Because AQP4-IgG binding to AQP4 is likely the initiating event in NMO, we introduced a strategy to block, using monoclonal antibodies or small molecules, AQP4-IgG binding to AQP4. In the monoclonal antibody strategy, a non-pathogenic, high-affinity monoclonal antibody (‘aquaporumab’) was generated from a recombinant monoclonal NMO antibody that binds tightly to AQP4 by mutation of its Fc region to eliminate CDC and ADCC effector functions (Tradtrantip et al., 2012b) (Fig. 7B). Aquaporumab prevented binding of AQP4-IgG in NMO patient sera, as well as cytotoxicity in AQP4-expressing cell cultures (Fig. 7C), spinal cord slice cultures, and mice receiving intraparenchymal AQP4-IgG and complement in vivo. Because aquaporumab targeting of AQP4 is highly selective, minimal toxicity is anticipated. Aquaporumab therapy may be useful during acute disease exacerbation to stop disease progression when the blood-brain barrier at the lesion site is disrupted. In this context aquaporumab could prevent astrocyte killing by AQP4-IgG and complement, and allow migration of reactive astrocytes into the already formed lesion, with consequent glial scarring and prevention of further inflammation. Aquaporumab might also be used as a maintenance therapy to reduce the frequency and severity of exacerbations. In an alternative approach, high-throughput screening identified several small-molecule drugs and natural products, including the antiviral agent arbidol, that bind to AQP4 and sterically prevent AQP4-IgG binding (Tradtrantip et al., 2012a). Further pre-clinical evaluation and optimization of monoclonal antibody and small-molecule blockers is in progress.

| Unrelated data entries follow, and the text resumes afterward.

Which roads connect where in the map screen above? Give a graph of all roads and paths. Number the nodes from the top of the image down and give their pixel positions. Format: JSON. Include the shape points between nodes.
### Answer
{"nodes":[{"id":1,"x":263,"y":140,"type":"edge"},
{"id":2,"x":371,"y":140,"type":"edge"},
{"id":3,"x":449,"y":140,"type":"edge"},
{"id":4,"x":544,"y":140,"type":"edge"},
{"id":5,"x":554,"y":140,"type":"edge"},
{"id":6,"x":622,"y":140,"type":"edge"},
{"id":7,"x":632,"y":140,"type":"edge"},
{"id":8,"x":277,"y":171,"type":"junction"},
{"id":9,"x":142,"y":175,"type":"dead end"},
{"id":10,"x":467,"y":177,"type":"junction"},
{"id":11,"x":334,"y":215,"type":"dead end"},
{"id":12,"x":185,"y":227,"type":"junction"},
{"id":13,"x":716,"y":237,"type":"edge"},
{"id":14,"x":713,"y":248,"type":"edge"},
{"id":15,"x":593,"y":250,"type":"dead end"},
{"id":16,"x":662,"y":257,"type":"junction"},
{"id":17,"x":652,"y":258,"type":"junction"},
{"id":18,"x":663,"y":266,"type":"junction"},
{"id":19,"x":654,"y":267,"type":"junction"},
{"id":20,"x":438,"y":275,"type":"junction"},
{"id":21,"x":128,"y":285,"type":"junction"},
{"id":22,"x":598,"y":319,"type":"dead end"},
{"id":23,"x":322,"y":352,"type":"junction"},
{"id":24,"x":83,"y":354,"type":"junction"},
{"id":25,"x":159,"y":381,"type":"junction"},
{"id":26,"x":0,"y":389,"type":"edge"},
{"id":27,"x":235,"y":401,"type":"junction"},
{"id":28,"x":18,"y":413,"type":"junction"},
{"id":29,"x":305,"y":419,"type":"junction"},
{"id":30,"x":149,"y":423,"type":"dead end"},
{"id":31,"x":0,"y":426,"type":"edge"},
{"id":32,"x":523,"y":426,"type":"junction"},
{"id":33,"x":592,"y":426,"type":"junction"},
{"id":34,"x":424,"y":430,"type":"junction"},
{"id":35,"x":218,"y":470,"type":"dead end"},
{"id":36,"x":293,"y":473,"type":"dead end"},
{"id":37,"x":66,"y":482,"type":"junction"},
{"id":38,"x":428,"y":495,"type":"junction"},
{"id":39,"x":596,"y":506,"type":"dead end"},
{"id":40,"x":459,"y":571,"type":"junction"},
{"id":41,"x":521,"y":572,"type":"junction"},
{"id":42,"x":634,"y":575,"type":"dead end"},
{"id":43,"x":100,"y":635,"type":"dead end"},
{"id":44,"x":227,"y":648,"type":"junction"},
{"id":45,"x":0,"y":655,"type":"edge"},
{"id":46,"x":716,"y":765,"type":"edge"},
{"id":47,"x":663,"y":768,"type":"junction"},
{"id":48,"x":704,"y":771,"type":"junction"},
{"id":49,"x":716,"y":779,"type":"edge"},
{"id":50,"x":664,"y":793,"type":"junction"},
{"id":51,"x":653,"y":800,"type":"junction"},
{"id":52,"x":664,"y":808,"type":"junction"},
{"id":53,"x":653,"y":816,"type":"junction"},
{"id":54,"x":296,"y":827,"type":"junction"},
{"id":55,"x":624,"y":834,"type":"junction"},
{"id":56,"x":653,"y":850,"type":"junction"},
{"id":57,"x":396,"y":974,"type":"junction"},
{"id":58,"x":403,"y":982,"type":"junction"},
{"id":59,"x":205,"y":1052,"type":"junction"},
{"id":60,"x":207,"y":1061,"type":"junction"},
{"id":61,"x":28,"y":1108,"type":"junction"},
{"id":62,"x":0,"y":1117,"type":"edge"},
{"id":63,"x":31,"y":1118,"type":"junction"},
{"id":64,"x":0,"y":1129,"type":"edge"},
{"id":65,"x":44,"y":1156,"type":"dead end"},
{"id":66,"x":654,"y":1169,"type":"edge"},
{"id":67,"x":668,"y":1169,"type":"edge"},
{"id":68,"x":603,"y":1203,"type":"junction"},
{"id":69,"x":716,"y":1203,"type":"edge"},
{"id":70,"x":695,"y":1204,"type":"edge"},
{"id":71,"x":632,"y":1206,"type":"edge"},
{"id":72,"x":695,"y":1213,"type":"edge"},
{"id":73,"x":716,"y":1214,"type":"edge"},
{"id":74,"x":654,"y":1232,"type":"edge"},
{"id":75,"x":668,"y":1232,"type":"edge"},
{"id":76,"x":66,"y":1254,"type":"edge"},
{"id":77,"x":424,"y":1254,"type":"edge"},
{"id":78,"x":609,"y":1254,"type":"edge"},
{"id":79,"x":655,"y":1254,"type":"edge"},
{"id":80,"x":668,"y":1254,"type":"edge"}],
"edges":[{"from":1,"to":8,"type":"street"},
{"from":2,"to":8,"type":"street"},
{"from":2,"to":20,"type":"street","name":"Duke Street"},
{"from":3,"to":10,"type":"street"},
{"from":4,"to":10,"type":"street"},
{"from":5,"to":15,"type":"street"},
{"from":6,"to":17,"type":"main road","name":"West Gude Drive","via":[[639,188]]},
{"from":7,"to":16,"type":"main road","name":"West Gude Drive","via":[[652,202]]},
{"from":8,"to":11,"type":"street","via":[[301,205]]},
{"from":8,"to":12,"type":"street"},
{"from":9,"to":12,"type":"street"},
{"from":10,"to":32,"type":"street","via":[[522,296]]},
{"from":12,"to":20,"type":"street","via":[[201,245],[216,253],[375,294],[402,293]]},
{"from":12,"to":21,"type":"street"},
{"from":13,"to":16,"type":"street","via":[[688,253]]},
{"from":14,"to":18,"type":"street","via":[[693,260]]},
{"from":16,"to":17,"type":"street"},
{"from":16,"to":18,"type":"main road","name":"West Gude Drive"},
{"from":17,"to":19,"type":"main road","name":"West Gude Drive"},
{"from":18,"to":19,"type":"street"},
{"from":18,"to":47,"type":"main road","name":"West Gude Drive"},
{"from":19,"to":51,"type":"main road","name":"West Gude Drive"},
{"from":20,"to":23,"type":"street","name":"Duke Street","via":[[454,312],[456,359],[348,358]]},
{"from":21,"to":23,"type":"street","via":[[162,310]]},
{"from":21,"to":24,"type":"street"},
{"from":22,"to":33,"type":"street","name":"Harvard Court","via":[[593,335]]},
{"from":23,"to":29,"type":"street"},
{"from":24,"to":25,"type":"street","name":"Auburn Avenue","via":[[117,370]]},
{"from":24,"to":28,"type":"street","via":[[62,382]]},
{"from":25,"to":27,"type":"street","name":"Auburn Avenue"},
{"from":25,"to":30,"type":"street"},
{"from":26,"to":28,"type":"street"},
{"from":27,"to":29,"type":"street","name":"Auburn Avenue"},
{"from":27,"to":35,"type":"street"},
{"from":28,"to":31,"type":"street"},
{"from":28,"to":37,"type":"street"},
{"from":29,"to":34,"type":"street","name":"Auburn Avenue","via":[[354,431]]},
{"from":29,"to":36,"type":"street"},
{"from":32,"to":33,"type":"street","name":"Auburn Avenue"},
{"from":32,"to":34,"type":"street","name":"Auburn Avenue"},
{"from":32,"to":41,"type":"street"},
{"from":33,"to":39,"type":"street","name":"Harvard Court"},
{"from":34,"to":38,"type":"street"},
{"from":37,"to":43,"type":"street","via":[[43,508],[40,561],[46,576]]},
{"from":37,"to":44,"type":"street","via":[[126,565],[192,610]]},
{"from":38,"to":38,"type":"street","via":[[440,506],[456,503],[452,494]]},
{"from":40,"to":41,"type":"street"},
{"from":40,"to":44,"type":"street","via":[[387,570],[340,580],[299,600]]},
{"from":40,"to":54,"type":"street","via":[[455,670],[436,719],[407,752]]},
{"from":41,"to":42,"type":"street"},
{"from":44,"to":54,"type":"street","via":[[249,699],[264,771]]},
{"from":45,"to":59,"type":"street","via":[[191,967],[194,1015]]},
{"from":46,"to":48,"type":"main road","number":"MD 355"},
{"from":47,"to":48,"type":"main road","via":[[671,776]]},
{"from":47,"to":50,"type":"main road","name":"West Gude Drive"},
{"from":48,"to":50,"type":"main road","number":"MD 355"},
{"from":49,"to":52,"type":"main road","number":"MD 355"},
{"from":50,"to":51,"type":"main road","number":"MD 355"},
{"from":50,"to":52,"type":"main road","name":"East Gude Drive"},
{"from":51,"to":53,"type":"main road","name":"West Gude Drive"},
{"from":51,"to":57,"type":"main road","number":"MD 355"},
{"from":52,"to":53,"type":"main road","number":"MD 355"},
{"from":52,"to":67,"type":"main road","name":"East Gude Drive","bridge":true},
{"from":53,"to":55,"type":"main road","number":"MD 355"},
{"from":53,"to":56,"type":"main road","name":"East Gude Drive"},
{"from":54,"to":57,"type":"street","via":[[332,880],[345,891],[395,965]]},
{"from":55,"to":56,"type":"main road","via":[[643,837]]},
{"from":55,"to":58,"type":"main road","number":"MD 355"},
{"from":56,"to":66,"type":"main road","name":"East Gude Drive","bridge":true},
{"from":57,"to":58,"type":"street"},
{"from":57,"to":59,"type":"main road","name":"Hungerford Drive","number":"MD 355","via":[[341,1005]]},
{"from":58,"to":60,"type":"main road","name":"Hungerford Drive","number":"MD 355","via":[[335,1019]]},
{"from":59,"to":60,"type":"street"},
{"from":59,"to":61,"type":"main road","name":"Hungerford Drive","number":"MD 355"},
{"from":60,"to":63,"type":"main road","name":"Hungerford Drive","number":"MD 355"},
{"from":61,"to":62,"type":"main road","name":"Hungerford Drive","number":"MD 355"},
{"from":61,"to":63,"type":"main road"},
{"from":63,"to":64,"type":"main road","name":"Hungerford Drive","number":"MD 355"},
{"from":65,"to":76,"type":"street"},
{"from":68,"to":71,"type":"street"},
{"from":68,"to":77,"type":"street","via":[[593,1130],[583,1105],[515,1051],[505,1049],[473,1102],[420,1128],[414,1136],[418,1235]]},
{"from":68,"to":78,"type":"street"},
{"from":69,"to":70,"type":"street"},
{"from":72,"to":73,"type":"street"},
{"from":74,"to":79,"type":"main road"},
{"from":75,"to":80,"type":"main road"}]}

Though substantial progress has been made recently in understanding the involvement of AQP4-IgG in NMO pathogenesis and the central role of CDC, major questions remain. It is not known why NMO lesions localize mainly in spinal cord and optic nerve rather than in brain, and why peripheral, AQP4-expressing organs are unaffected. It is not known how AQP4-IgG, which has been assumed to be produced peripherally, initially enters the CNS. The identification of AQP4-IgG-producing plasma cells in the cerebrospinal fluid raises the possibility of AQP4-IgG production in the CNS, perhaps as the initiating event in NMO lesion formation. The roles of specific inflammatory cell types and cytokines in NMO pathogenesis are largely unknown and have potentially important therapeutic implications. As the involvement of neutrophils in NMO has led to consideration of a neutrophil elastase inhibitor for NMO therapy, definition of the roles of eosinophils and macrophages may lead as well to new therapeutic strategies. New therapies are needed for NMO, as disease morbidity remains high with current therapies. Blocker therapy has considerable potential as it selectively targets the disease-initiating event without causing generalized immunosuppression. Perhaps therapies could be developed in which a patient’s own pathogenic AQP4-IgG could be converted into therapeutic blocking antibodies, or in which tolerization to AQP4 prevents AQP4-IgG generation.